TEDx Kuala Lumpur: Malaysia Needs You

I attended TEDx Kuala Lumpur today (it's yesterday now), and the theme is about What Malaysia Needs?

Peter Nicoll tells us there are quite a number of homeless people on the street (just like what we see on TV about US homeless); Yvonne Fong talks briefly about Neurofibromatosis (she might not talk much due to her condition, but I still have to admire her dedication to make a better life for herself); Surech Kuppusamy about her journey in conquering various death zone (above 8000m) mountaineering experience; Afzal Abdul Rahim (ex-CEO of AIMS, current CEO of TimeDotCom) talks about cheap and fast Internet is not possible in Malaysia (without subsidy) because we miss the opportunity to liberalized and be the regional hub, and we surf too much (90%) foreign content (time for local developers to do something).

Aloha Lavina give us some perspective (pure awareness, concentration, timing) about photography; Urmilah Dass talks about stress (long term stress is bad); Raj Ridvan Singh talk about the need for scientific foundation education (teach us values, love, friendship, etc) as times had changed (what come naturally last time doesn’t work now).

I particularly like the topic by Steve McCoy, where he talks about the need to change our economic model from exploitation of (natural resources, human resources, etc) to restoration (there are many smarter and better ways to solve this problem). In seems to be difficult for the world to change; but we do need to dream of change (Martin Luther King said I have a dream; not I have a problem or solution). What catches my attention most is the following quote, “You should be pessimistic if you understand the data (about global warming, economic crisis, humanity crisis, etc); but it’s human nature to be optimistic”. Time is running short; but we do need to have hope to solve our problem.

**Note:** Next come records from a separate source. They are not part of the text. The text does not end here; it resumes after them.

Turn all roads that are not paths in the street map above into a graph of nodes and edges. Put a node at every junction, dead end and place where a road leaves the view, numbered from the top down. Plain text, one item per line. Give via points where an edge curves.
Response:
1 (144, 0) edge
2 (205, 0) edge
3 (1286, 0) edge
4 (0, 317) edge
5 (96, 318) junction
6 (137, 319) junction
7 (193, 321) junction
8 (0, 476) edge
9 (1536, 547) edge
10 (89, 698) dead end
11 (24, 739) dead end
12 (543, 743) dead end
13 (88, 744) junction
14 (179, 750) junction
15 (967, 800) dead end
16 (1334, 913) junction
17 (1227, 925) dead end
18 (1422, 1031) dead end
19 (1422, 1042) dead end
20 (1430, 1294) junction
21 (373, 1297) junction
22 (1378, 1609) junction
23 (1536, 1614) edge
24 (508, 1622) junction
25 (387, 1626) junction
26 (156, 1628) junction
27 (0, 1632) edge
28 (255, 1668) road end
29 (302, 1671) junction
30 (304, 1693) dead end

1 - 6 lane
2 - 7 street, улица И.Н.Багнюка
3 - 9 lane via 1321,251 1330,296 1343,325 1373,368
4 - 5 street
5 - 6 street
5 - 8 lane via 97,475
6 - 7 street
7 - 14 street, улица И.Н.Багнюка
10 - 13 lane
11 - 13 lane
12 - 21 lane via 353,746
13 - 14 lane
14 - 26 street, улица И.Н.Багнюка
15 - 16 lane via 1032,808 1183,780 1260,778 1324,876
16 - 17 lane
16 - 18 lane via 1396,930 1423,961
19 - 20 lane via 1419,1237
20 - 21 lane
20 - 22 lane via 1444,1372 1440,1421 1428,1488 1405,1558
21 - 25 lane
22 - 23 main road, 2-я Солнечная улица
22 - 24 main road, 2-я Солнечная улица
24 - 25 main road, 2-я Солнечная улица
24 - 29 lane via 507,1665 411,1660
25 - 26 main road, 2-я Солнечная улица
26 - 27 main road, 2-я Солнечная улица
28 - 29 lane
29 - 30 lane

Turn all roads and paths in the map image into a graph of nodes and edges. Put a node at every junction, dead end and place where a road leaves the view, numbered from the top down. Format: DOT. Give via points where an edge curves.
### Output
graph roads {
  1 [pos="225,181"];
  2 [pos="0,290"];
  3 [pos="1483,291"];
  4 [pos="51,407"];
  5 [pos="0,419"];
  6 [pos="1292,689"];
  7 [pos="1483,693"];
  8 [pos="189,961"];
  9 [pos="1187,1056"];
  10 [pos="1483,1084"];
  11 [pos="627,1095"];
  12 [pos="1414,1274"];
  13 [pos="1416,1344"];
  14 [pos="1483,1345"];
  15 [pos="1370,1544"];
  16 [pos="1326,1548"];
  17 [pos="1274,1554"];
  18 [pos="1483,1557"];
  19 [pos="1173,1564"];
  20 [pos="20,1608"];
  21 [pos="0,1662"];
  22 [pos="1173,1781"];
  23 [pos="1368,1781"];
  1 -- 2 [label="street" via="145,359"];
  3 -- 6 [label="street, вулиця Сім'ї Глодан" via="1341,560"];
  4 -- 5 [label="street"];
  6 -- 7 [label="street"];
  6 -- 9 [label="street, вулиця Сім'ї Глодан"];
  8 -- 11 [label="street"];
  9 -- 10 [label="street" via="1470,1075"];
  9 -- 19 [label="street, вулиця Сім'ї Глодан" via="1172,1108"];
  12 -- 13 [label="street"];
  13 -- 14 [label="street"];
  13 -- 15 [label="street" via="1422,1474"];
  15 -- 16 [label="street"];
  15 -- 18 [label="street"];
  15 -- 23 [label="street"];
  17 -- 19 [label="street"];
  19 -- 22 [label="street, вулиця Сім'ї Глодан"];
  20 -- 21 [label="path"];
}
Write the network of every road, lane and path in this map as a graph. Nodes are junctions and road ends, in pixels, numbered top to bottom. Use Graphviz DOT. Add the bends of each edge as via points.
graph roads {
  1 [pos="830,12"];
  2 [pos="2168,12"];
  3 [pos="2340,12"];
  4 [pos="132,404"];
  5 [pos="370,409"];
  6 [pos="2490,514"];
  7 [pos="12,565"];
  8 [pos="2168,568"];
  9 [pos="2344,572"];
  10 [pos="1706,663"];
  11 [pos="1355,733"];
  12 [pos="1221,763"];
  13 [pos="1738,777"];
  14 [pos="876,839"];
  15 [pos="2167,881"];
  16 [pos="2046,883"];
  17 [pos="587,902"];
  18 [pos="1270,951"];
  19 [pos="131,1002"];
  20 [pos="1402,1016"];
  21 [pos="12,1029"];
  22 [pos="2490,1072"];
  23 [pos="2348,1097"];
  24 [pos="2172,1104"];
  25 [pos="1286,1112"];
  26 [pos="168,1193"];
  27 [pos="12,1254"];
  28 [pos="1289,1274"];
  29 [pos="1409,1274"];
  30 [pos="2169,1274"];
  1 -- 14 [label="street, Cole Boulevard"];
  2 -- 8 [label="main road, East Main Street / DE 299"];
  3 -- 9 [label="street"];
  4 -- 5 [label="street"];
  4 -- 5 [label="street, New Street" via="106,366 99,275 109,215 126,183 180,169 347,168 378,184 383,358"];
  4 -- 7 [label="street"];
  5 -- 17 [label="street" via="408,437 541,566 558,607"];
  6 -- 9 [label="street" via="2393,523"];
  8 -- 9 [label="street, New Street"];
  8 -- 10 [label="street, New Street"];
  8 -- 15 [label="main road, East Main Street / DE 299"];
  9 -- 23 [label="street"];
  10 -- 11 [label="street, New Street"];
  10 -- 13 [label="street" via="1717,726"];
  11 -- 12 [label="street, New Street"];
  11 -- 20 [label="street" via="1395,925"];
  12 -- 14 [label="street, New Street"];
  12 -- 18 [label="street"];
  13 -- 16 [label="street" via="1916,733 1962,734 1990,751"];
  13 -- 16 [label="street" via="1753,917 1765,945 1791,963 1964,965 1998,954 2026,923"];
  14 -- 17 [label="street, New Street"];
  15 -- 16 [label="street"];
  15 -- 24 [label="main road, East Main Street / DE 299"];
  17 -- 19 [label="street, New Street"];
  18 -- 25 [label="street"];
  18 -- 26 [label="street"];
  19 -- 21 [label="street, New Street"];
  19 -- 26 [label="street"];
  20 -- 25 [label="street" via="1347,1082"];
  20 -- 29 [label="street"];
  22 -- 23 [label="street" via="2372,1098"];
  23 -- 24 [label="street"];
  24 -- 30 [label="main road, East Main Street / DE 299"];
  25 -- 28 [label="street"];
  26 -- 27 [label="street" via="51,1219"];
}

Talking about hope, Pete Teo (musician who started 15Malaysia) steals the limelight in the most true to the heart manner. Pete Teo is very sincere, charismatic, talk slowly, slightly quiet and introvert, perhaps inspiring but definitely brave. He touches slightly on Malaysia’s problems such as corruption, abuse of power, education, censorship (his joke on foreigner assumes Malaysia doesn’t fuck based on our film and gay people always repent at the end; and rais yatim is "funny"). Suddenly all hope is lost as he mentioned about Teo Beng Hock death (like it or not, this news does strike fear and lost of hope among citizen of Malaysia – what are the chances of a future father and a man who is going to get married the next day to commit suicide?). At that point in time, it seems like all hope is lost. 1% of Malaysian population had migrated in the last 18 months alone; this is a serious sign of despair. As Malaysian, we can choose to flee or try to make a change. Pete Teo urge everyone to do the least each Malaysian can do for Malaysia. For those who have not register as a voter, please do so immediately; for those who have, please tell your friend and family to do so. We could all cast our vote for a reform, doing our part for a better Malaysia.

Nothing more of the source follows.